Outra questão que tem deixado Rebello visivelmente irritado em eventos públicos são as críticas que a ANS recebeu nos últimos dias por colocar em debate um pacote de ações que abre margem para mudanças na política de preços dos serviços, planos sem internação e regulação de cartões de desconto.

Na sua fala, Nísia manifestou preocupação em relação às propostas da ANS. “No momento que se discute a revisão do marco regulatório da saúde suplementar, quero reforçar que não haja fragmentação e segmentação dos cuidados à saúde”, disse a ministra.

Rebello afirmou que, embora se queira um produto que forneça uma atenção integral ao paciente, não é possível fechar os olhos para o crescimento das clínicas populares e dos cartões de desconto.

Para ele, há um vácuo no acesso à saúde pública. “Eu tenho um país pobre, com 25% da população inserida no contexto da saúde suplementar e, do outro lado, o Ministério da Saúde subfinanciado. Para marcar uma consulta, demora oito meses, dois anos.”

Ele disse ainda que “obviamente queria que toda a população brasileira tivesse a condição de ter um plano de saúde” e que não pode negar o direito a uma população, que não tem condições de contratar um plano, de recorrer a uma clínica popular e se prevenir contra uma possível doença ou antecipar um tratamento.

“O ideal é que fizéssemos a integração do publico e do privado, mas isso não tem diálogo, nunca ninguém conversou sobre isso.”

Rebello mencionou dados do estudo do Ieps e da Umane que mostra que entre 2018 e 2022 o número de clínicas populares passou de 325 para 865. “Considerando os municípios onde foram abertas essas clínicas, houve redução do atendimento no SUS.”

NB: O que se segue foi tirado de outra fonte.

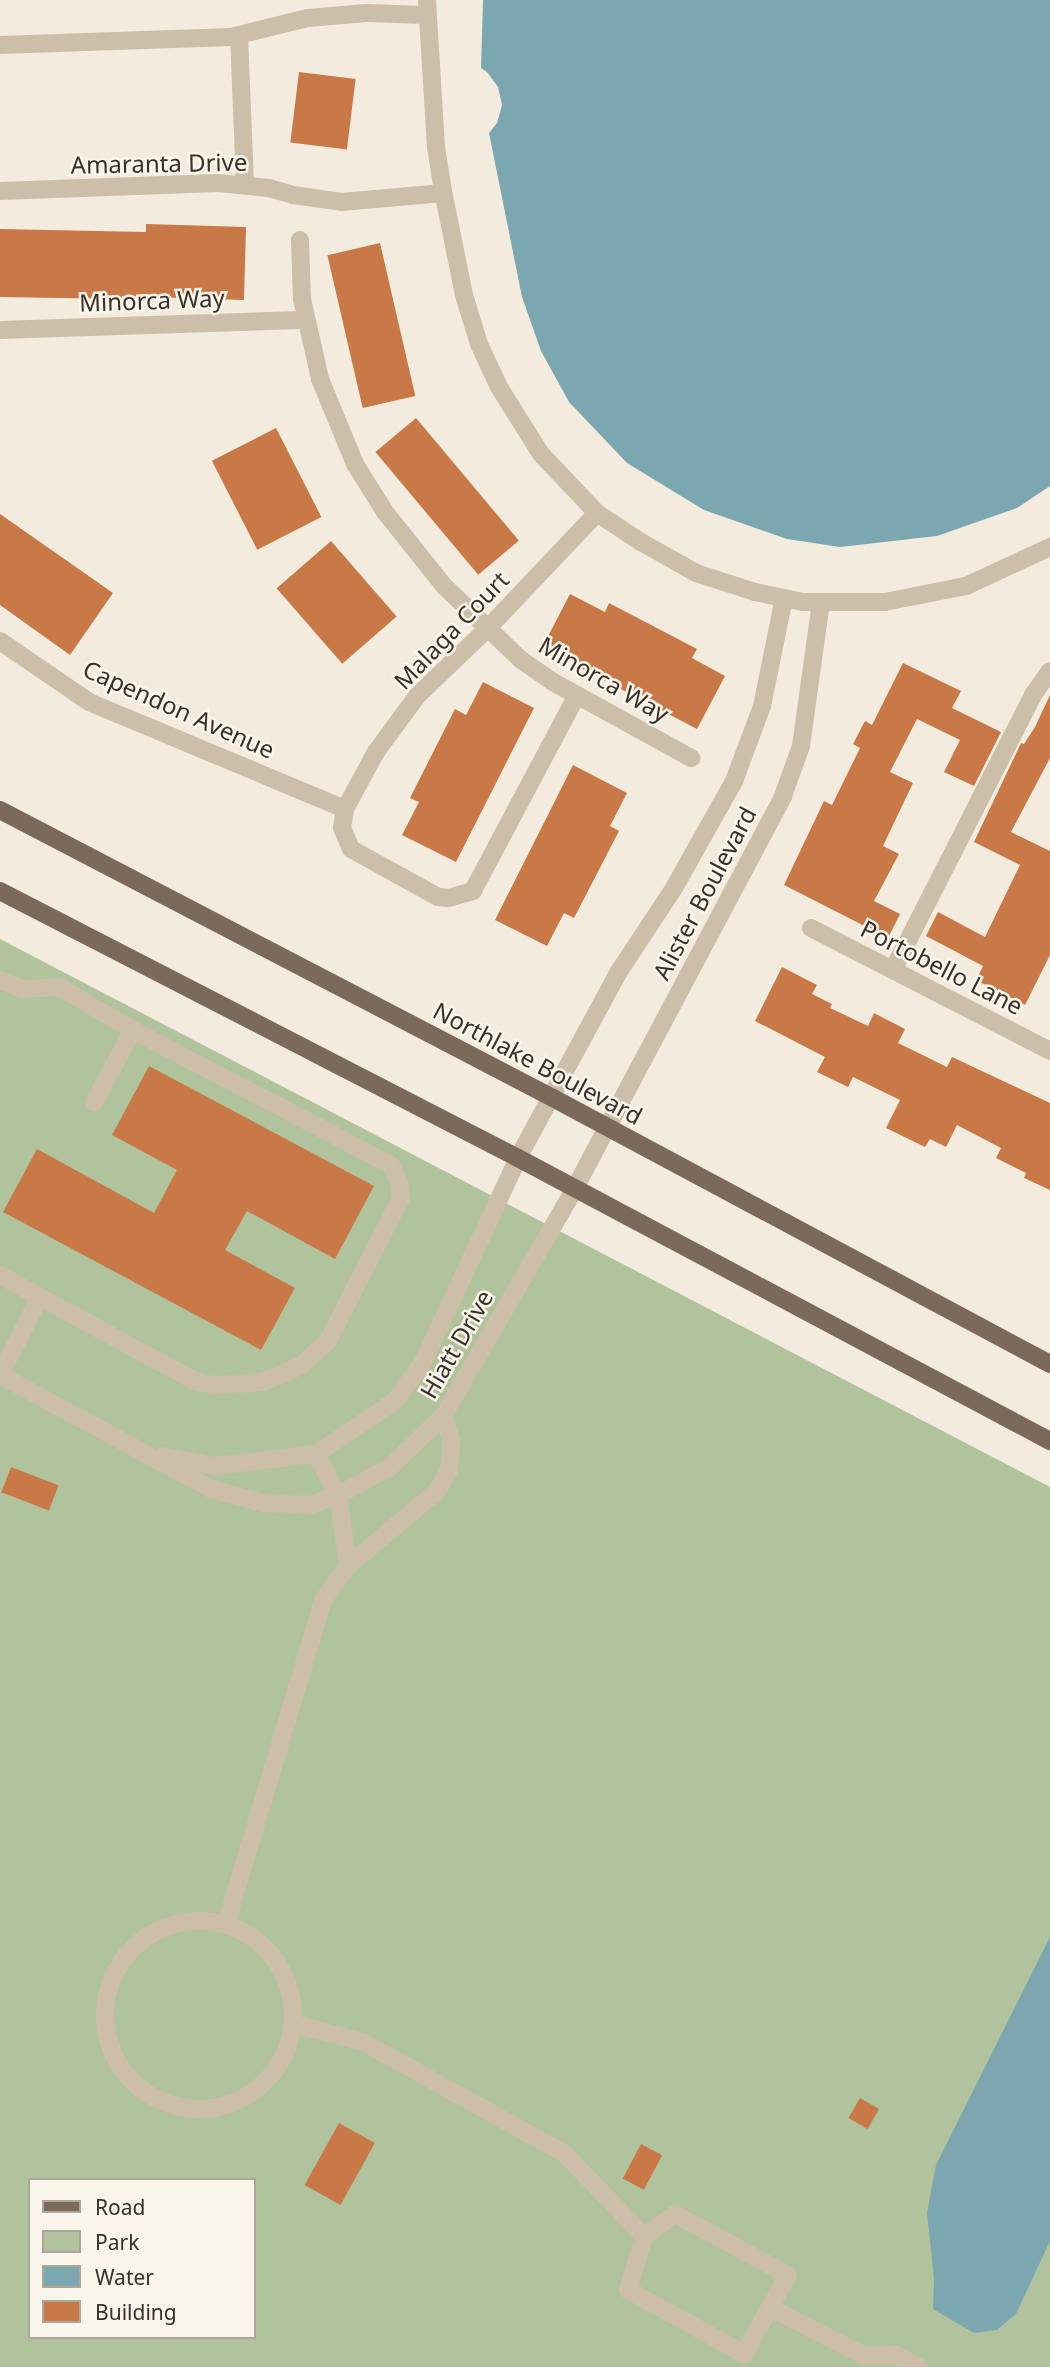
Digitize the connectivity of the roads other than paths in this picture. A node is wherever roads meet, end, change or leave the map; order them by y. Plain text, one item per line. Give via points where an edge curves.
1 (426, 7) edge
2 (239, 36) junction
3 (0, 45) edge
4 (245, 185) junction
5 (0, 191) edge
6 (443, 193) junction
7 (300, 240) dead end
8 (306, 320) junction
9 (0, 330) edge
10 (597, 513) junction
11 (1050, 547) edge
12 (784, 598) junction
13 (812, 602) junction
14 (488, 628) junction
15 (0, 641) edge
16 (1050, 671) edge
17 (577, 695) junction
18 (691, 758) dead end
19 (345, 808) junction
20 (0, 810) edge
21 (0, 891) edge
22 (811, 928) dead end
23 (893, 970) junction
24 (0, 980) edge
25 (132, 1030) junction
26 (1050, 1051) edge
27 (553, 1098) junction
28 (94, 1102) dead end
29 (606, 1127) junction
30 (518, 1158) junction
31 (575, 1188) junction
32 (0, 1275) edge
33 (40, 1297) junction
34 (1050, 1364) edge
35 (0, 1375) edge
36 (443, 1416) junction
37 (1050, 1441) edge
38 (148, 1453) junction
39 (316, 1454) junction
40 (338, 1495) junction
41 (348, 1566) junction
42 (226, 1924) junction
43 (293, 2024) junction
44 (645, 2236) junction
45 (770, 2308) junction
46 (867, 2361) edge
47 (919, 2367) edge

1 - 2 street via 308,18
1 - 6 street
2 - 3 street
2 - 4 street
4 - 5 street, Amaranta Drive
4 - 6 street, Amaranta Drive via 342,202
6 - 10 street via 464,295 499,387 541,454
7 - 8 street, Minorca Way
8 - 9 street, Minorca Way
8 - 14 street, Minorca Way via 320,379 355,464 409,544
10 - 12 street via 696,573
10 - 14 street, Malaga Court
11 - 13 street via 966,586 885,602
12 - 13 street
12 - 27 street, Alister Boulevard via 762,706 734,781 674,888 618,972
13 - 29 street, Alister Boulevard via 810,690 794,769
14 - 17 street, Minorca Way via 520,659
14 - 19 street, Malaga Court via 417,696 376,752
15 - 19 street, Capendon Avenue via 89,702
16 - 23 street via 1033,695
17 - 18 street, Minorca Way
17 - 19 street via 473,891 438,897 364,858 345,839
20 - 27 main road, Northlake Boulevard
21 - 30 main road
22 - 23 street, Portobello Lane
23 - 26 street, Portobello Lane
24 - 25 street via 22,989 60,987
25 - 28 street
25 - 33 street via 391,1165 400,1182 401,1198 328,1341 302,1365 262,1382 212,1385 193,1380
27 - 29 main road, Northlake Boulevard
27 - 30 street, Alister Boulevard
29 - 31 street, Alister Boulevard
29 - 34 main road, Northlake Boulevard
30 - 31 main road
30 - 39 street, Hiatt Drive via 423,1362 395,1401
31 - 36 street, Hiatt Drive
31 - 37 main road
32 - 33 street
33 - 35 street
35 - 38 street, Hiatt Drive
36 - 40 street, Hiatt Drive via 389,1468
36 - 41 street via 451,1439 449,1470 437,1491
38 - 39 street, Hiatt Drive via 214,1466
38 - 40 street, Hiatt Drive via 211,1489 263,1503 310,1505
39 - 40 street
40 - 41 street
41 - 42 street via 323,1600
42 - 43 street via 270,1952 287,1980
42 - 43 street via 204,1920 166,1926 126,1954 110,1982 105,2006 109,2042 124,2072 156,2098 177,2106 219,2107 254,2092 275,2071 288,2048
43 - 44 street via 363,2042 565,2154
44 - 45 street via 675,2214 789,2275
44 - 45 street via 628,2290 744,2354
45 - 46 street
46 - 47 street via 897,2355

Segundo ele, a ANS está simplesmente colocando assunto em debate. “Não existe proposta pronta, não existe norma aprovada, a agência simplesmente está apresentando uma proposta para que o mercado comece a dialogar sobre qual saúde queremos para a nossa população.”

Ele afirma que há uma estimativa de que entre 40 e 60 milhões de pessoas sejam atendidas por esses serviços, que hoje não são regulados.

“Eu nunca vi ninguém do Ministério da Saúde ou quem quer que seja discutindo e reclamando sobre uma situação como essa. É muito fácil estar criticando e jogando pedra na agência quando a gente está querendo apenas discutir e dialogar sobre esse produto que já são uma realidade no país.”

De acordo com Rebello, atualmente não existe nenhuma informação sobre o que está se passando com as pessoas atendidas nas clínicas populares ou por meio de cartões de desconto.

“Você é criticado por estar tentando encontrar uma solução para um problema diante de um quadro que não vamos conseguir [resolver]. É uma utopia a integralidade, a universalidade [do SUS]. Não vamos conseguir atender a todos os brasileiros em razão do subfinanciamento.”